At this point in my life I don't have time for writing classes. I once read an article by Ernest Gaines in which he spoke of teaching intro writing classes at the University of Louisiana Lafayette. He mentioned lawyers who spent their nights writing the G.A.N., and who came to class because they wanted his opinions, wisdom, and advice. It seemed sad to me...these souls with hearts that cried out to be artists, but who had let fear turn them to a career that could guarantee they operated in the black.

What can you do, though, but make the best choice you can at the time? How much better was I, opting out of the filthy lucre racket but wallowing in my own fear of failure all those years? Ah, the clarity of hindsight...the lesson being, I suppose, that's it's never too late if you have something to say.

In any case, I have spent a good bit of my time recently reading authors I admire, both their fiction and their advice. How are they motivated? How did they learn to write? The consensus among them all seems to be the same: study the greats. Read, and read, and read, and read some more. When you are not writing, you should be reading - not only for pleasure, but to get a feel for how to construct dialog, how to move along a plot, and how to write language that works.

Here's a good place to get started - Ernest Gaines, Mozart and Leadbelly; Stephen King, On Writing; Ernest Hemingway, A Moveable Feast, Kurt Vonnegut, A Man Without a Country, and essays & tidbits from Ray Bradbury and Philip K. Dick.

Philip Dick, for example, offers the following advice for studying great works as a way to improve one's own craft:
For the development of realistic characters & dialogue -
Short stories of Algren, Styron, Herb Gold, and the New-School writers
The left-wing writers of the 1930's, i.e. Dos Passos & Richard Wright
Theodore Dreiser
Nathaniel Hawthorne

For plot & characterization: Flaubert

Also, anything by James Joyce

Finally, A.E. van Vogt, and Player Piano, by Kurt Vonnegut

The next bit of guidance seems simple enough. Write. Write. Write. Every day, sit down and write, even if you are 100% positive that it is total crap and will never be bought or read by a living soul. Without a doubt this is the toughest part for the emerging writer, even though the longing to write is burning in their soul. It must go past the dreaming stage, into concrete ideas and words on paper.

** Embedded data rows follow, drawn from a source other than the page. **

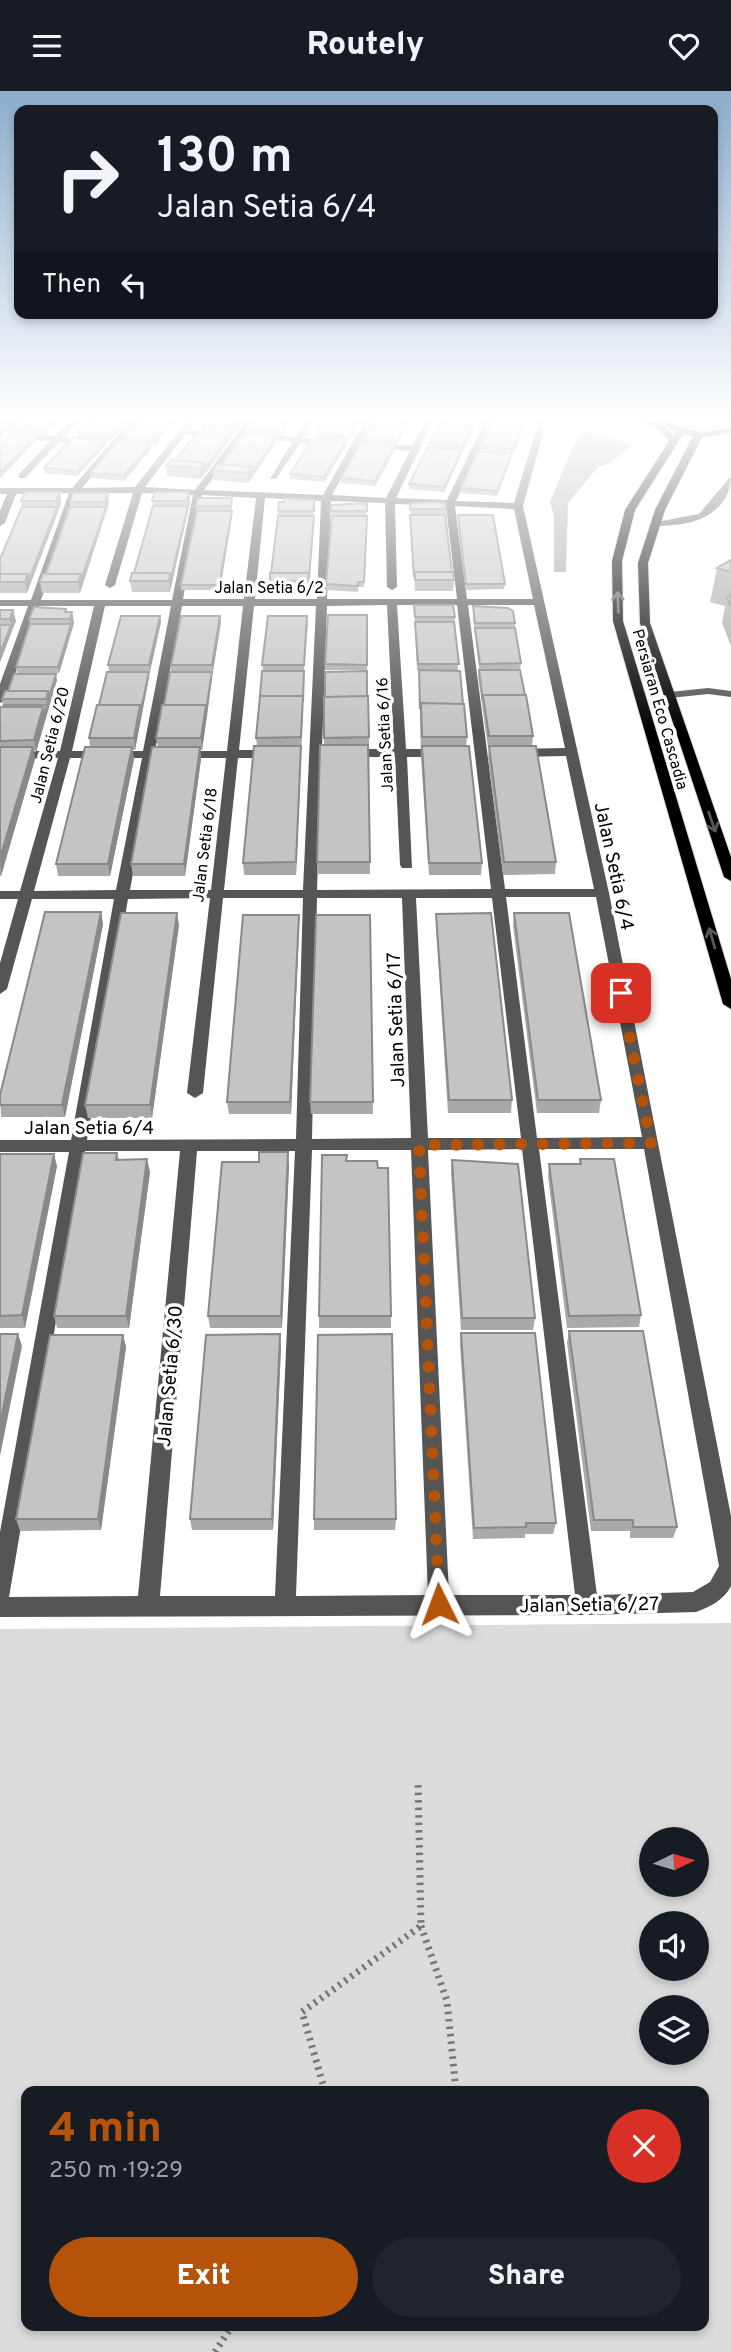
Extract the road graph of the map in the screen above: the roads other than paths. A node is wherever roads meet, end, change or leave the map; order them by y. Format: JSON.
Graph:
{"nodes":[{"id":1,"x":63,"y":523,"type":"edge"},
{"id":2,"x":128,"y":523,"type":"edge"},
{"id":3,"x":192,"y":523,"type":"edge"},
{"id":4,"x":258,"y":523,"type":"edge"},
{"id":5,"x":325,"y":523,"type":"edge"},
{"id":6,"x":391,"y":523,"type":"edge"},
{"id":7,"x":453,"y":523,"type":"edge"},
{"id":8,"x":521,"y":523,"type":"edge"},
{"id":9,"x":627,"y":523,"type":"edge"},
{"id":10,"x":656,"y":523,"type":"joint"},
{"id":11,"x":674,"y":523,"type":"edge"},
{"id":12,"x":110,"y":585,"type":"dead end"},
{"id":13,"x":392,"y":587,"type":"dead end"},
{"id":14,"x":463,"y":602,"type":"junction"},
{"id":15,"x":0,"y":603,"type":"edge"},
{"id":16,"x":34,"y":603,"type":"junction"},
{"id":17,"x":100,"y":603,"type":"junction"},
{"id":18,"x":176,"y":603,"type":"junction"},
{"id":19,"x":251,"y":603,"type":"junction"},
{"id":20,"x":322,"y":603,"type":"junction"},
{"id":21,"x":392,"y":603,"type":"junction"},
{"id":22,"x":538,"y":603,"type":"junction"},
{"id":23,"x":731,"y":694,"type":"edge"},
{"id":24,"x":670,"y":695,"type":"junction"},
{"id":25,"x":0,"y":700,"type":"edge"},
{"id":26,"x":572,"y":752,"type":"junction"},
{"id":27,"x":401,"y":753,"type":"junction"},
{"id":28,"x":468,"y":753,"type":"junction"},
{"id":29,"x":65,"y":754,"type":"junction"},
{"id":30,"x":148,"y":754,"type":"junction"},
{"id":31,"x":233,"y":754,"type":"junction"},
{"id":32,"x":288,"y":754,"type":"edge"},
{"id":33,"x":309,"y":754,"type":"junction"},
{"id":34,"x":0,"y":755,"type":"edge"},
{"id":35,"x":407,"y":865,"type":"dead end"},
{"id":36,"x":731,"y":877,"type":"edge"},
{"id":37,"x":498,"y":893,"type":"junction"},
{"id":38,"x":602,"y":893,"type":"junction"},
{"id":39,"x":122,"y":894,"type":"junction"},
{"id":40,"x":215,"y":894,"type":"junction"},
{"id":41,"x":310,"y":894,"type":"junction"},
{"id":42,"x":409,"y":894,"type":"junction"},
{"id":43,"x":0,"y":895,"type":"edge"},
{"id":44,"x":24,"y":895,"type":"junction"},
{"id":45,"x":0,"y":989,"type":"edge"},
{"id":46,"x":731,"y":1004,"type":"edge"},
{"id":47,"x":195,"y":1093,"type":"dead end"},
{"id":48,"x":651,"y":1143,"type":"junction"},
{"id":49,"x":529,"y":1144,"type":"junction"},
{"id":50,"x":304,"y":1145,"type":"junction"},
{"id":51,"x":419,"y":1145,"type":"junction"},
{"id":52,"x":0,"y":1146,"type":"edge"},
{"id":53,"x":78,"y":1146,"type":"junction"},
{"id":54,"x":189,"y":1146,"type":"junction"},
{"id":55,"x":0,"y":1592,"type":"edge"},
{"id":56,"x":439,"y":1604,"type":"junction"},
{"id":57,"x":285,"y":1605,"type":"junction"},
{"id":58,"x":587,"y":1605,"type":"junction"},
{"id":59,"x":148,"y":1606,"type":"junction"},
{"id":60,"x":0,"y":1607,"type":"edge"}],
"edges":[{"from":1,"to":16,"type":"street"},
{"from":2,"to":12,"type":"street"},
{"from":3,"to":18,"type":"street"},
{"from":4,"to":19,"type":"street","name":"Jalan Setia 6/18"},
{"from":5,"to":20,"type":"street"},
{"from":6,"to":13,"type":"street"},
{"from":7,"to":14,"type":"street"},
{"from":8,"to":22,"type":"street","name":"Jalan Setia 6/4"},
{"from":46,"to":9,"type":"main road","name":"Persiaran Eco Cascadia","one_way":true},
{"from":10,"to":11,"type":"street"},
{"from":10,"to":24,"type":"main road","name":"Persiaran Eco Cascadia"},
{"from":14,"to":21,"type":"street","name":"Jalan Setia 6/2"},
{"from":14,"to":22,"type":"street","name":"Jalan Setia 6/2"},
{"from":14,"to":28,"type":"street"},
{"from":15,"to":16,"type":"street","name":"Jalan Setia 6/2"},
{"from":16,"to":17,"type":"street","name":"Jalan Setia 6/2"},
{"from":16,"to":25,"type":"street"},
{"from":17,"to":18,"type":"street","name":"Jalan Setia 6/2"},
{"from":17,"to":29,"type":"street","name":"Jalan Setia 6/20"},
{"from":18,"to":19,"type":"street","name":"Jalan Setia 6/2"},
{"from":18,"to":30,"type":"street"},
{"from":19,"to":20,"type":"street","name":"Jalan Setia 6/2"},
{"from":19,"to":31,"type":"street","name":"Jalan Setia 6/18"},
{"from":20,"to":21,"type":"street","name":"Jalan Setia 6/2"},
{"from":20,"to":33,"type":"street"},
{"from":21,"to":27,"type":"street","name":"Jalan Setia 6/16"},
{"from":22,"to":26,"type":"street","name":"Jalan Setia 6/4"},
{"from":23,"to":24,"type":"street"},
{"from":24,"to":36,"type":"main road","name":"Persiaran Eco Cascadia","one_way":true},
{"from":26,"to":28,"type":"street"},
{"from":26,"to":38,"type":"street","name":"Jalan Setia 6/4"},
{"from":27,"to":28,"type":"street"},
{"from":27,"to":33,"type":"street"},
{"from":27,"to":35,"type":"street","name":"Jalan Setia 6/16"},
{"from":28,"to":37,"type":"street"},
{"from":29,"to":30,"type":"street"},
{"from":29,"to":34,"type":"street"},
{"from":29,"to":44,"type":"street","name":"Jalan Setia 6/20"},
{"from":30,"to":31,"type":"street"},
{"from":30,"to":39,"type":"street"},
{"from":31,"to":32,"type":"street"},
{"from":31,"to":40,"type":"street","name":"Jalan Setia 6/18"},
{"from":33,"to":41,"type":"street"},
{"from":37,"to":38,"type":"street"},
{"from":37,"to":42,"type":"street"},
{"from":37,"to":49,"type":"street"},
{"from":38,"to":48,"type":"street","name":"Jalan Setia 6/4"},
{"from":39,"to":40,"type":"street"},
{"from":39,"to":44,"type":"street"},
{"from":39,"to":53,"type":"street"},
{"from":40,"to":41,"type":"street"},
{"from":40,"to":47,"type":"street","name":"Jalan Setia 6/18"},
{"from":41,"to":42,"type":"street"},
{"from":41,"to":50,"type":"street"},
{"from":42,"to":51,"type":"street","name":"Jalan Setia 6/17"},
{"from":43,"to":44,"type":"street"},
{"from":44,"to":45,"type":"street","name":"Jalan Setia 6/20"},
{"from":48,"to":49,"type":"street","name":"Jalan Setia 6/4"},
{"from":48,"to":58,"type":"street","name":"Jalan Setia 6/27"},
{"from":49,"to":51,"type":"street","name":"Jalan Setia 6/4"},
{"from":49,"to":58,"type":"street"},
{"from":50,"to":51,"type":"street","name":"Jalan Setia 6/4"},
{"from":50,"to":54,"type":"street","name":"Jalan Setia 6/4"},
{"from":50,"to":57,"type":"street"},
{"from":51,"to":56,"type":"street","name":"Jalan Setia 6/17"},
{"from":52,"to":53,"type":"street","name":"Jalan Setia 6/4"},
{"from":53,"to":54,"type":"street","name":"Jalan Setia 6/4"},
{"from":53,"to":55,"type":"street"},
{"from":54,"to":59,"type":"street","name":"Jalan Setia 6/30"},
{"from":56,"to":57,"type":"street","name":"Jalan Setia 6/27"},
{"from":56,"to":58,"type":"street","name":"Jalan Setia 6/27"},
{"from":57,"to":59,"type":"street","name":"Jalan Setia 6/27"},
{"from":59,"to":60,"type":"street","name":"Jalan Setia 6/27"}]}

And so, I am taking their advice. This week I am reading, and studying, and planning. At present I have four stories in various stages of birth, and I am taking a couple of days to flesh them out. I am collecting notes and ideas from no less than three separate journals, as well as the odd scrap of paper here and there, and tackling them from a more organized point of view. I hope to have all of this done by next Thursday, as the children are going to their father's house for a long weekend, and the LOML is away on business. I'll have four days of solitude and the blank page.

I'll keep you posted.

21 June 2007

And...She's Back

I must apologize for the long and striking absence of any posting for the last couple of months. I took some time off for my family - in May to spend time with my children, and in June to get married and go on vacation. I am as a result fat and contented, so to speak, which doesn't translate into good art from what I understand. Art needs suffering. I guess at this point I have only my memories and gift for empathy to rely on. We shall see.

In the interim, however, I have been busy. I have been reading and studying voraciously, both in technique and in content. As I want to write about Louisiana and its people, I have read a collection of short stories by Louisianians, subscribed to and read the LSU Journal The Southern Review, and consumed an interesting book concerning our place in the modern world. I have also continued studying the great writers, with Hemingway's autobiographical work of living and working in Paris, and the book I am currently reading, a collection of essays, journal entries, and story ideas from Philip K. Dick. And, I also began studying photography, though that project is in its infancy.

On the writing front, I have fleshed out the ideas and notes for two new stories, and...(drum roll here) received my first two rejection notices. When I got them I didn't know if I should frame them as badges of honor or burn them. I chose instead to tuck them away quietly in between stacks of old notes, knowing that one day I'll be perusing and come upon them. Hopefully, it will be when I can look back as a successful writer with a bit of nostalgia. I'm sure the stack will grow, but I'm ok with that. Feels like I am earning my chops.

So, in any case, hello again to any readers out there. Tomorrow I will begin blogging anew in earnest, with updates on the stories, and links to interesting tidbits I come across. Till then....just write, damnit.